Le dernier message de l’ex-président yéménite assassiné à son peuple
Par Sadek Sahraoui – Sam Al-Ghobari, un journaliste yéménite, se disant membre du Congrès populaire général, a publié aujourd’hui sur son compte Twitter un document qu’il décrit comme étant une lettre écrite par l’ancien président yéménite Ali Abdallah Saleh, quelques heures avant qu’il soit assassiné, lundi, par les Houthis, ses alliés contre l’Arabie Saoudite dont il voulait se séparer.
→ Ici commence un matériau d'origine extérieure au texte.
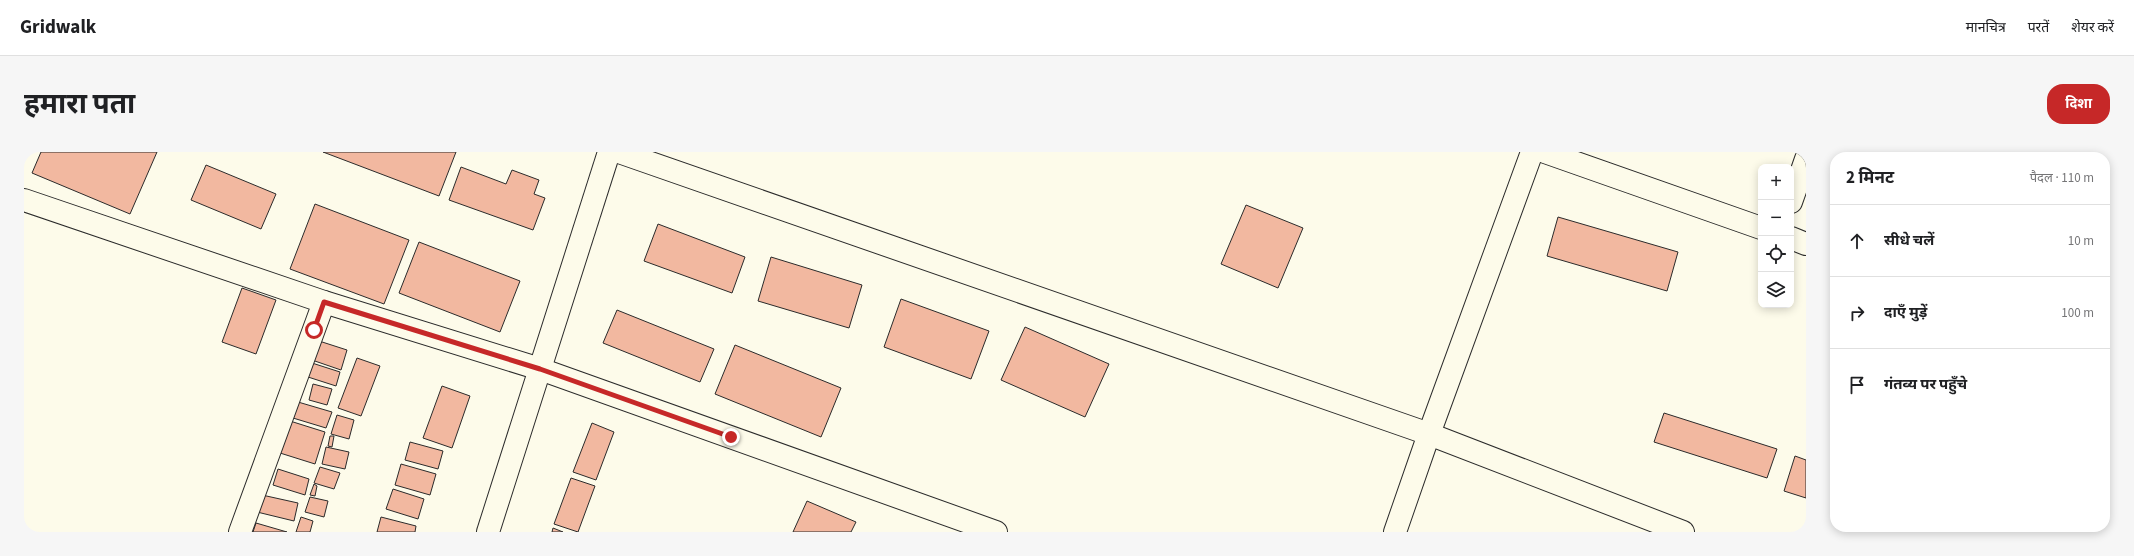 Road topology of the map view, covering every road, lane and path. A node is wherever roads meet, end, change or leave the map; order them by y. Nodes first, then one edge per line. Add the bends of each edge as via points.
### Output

Mais concrètement, il n’est pas possible de savoir si cette lettre est authentique ou pas.
Quoi qu’il en soit, cet écrit est pour ce journaliste un testament. Dans cette lettre d’une page, Ali Abdallah Saleh appelle les Yéménites à «ne pas céder face à ces milices criminelles (les Houthis, ndlr)». «Si vous trouvez cette lettre, sachez que le pays est précieux et qu’il ne faut pas le négliger. Mon conseil aux enfants du Yémen est qu’il ne faut pas céder face à ces milices criminelles, qu’il ne faut pas leur livrer le Yémen républicain», aurait écrit Ali Abdallah Saleh, tout en appelant son camp à devenir «le cauchemar de ces milices».
Le contenu de cette lettre laisse penser qu’Ali Abdallah Saleh se sentait menacé ou même trahi par son entourage, qu’il accuse d’être à la solde de l’Iran. «En ce moment précis, je me vois parmi les nombreux traîtres qui ont vendu le Yémen à bon marché», a-t-il dit, avant de saluer le «grand peuple yéménite» auquel il donne rendez-vous «au plus haut Paradis». Il est clair, pour Sam Ghobari, qu’Ali Abdallah Saleh a été trahi par «ceux qui avaient la confiance des hachémites et qui ont infiltré le Congrès général du peuple et les toutes les institutions de l’Etat».
Personnage central de l’Etat pendant plus de trois décennies, l’ex-président yéménite a été tué lundi par des rebelles houthis quelques jours après avoir rompu son alliance avec ces insurgés soutenus par l’Iran. La nouvelle de sa mort a provoqué une escalade de violence dans la capitale, Sanaa, où des affrontements entre Houthis et partisans de Saleh ont fait 234 morts et 400 blessés depuis vendredi, selon le Comité international de la Croix-Rouge.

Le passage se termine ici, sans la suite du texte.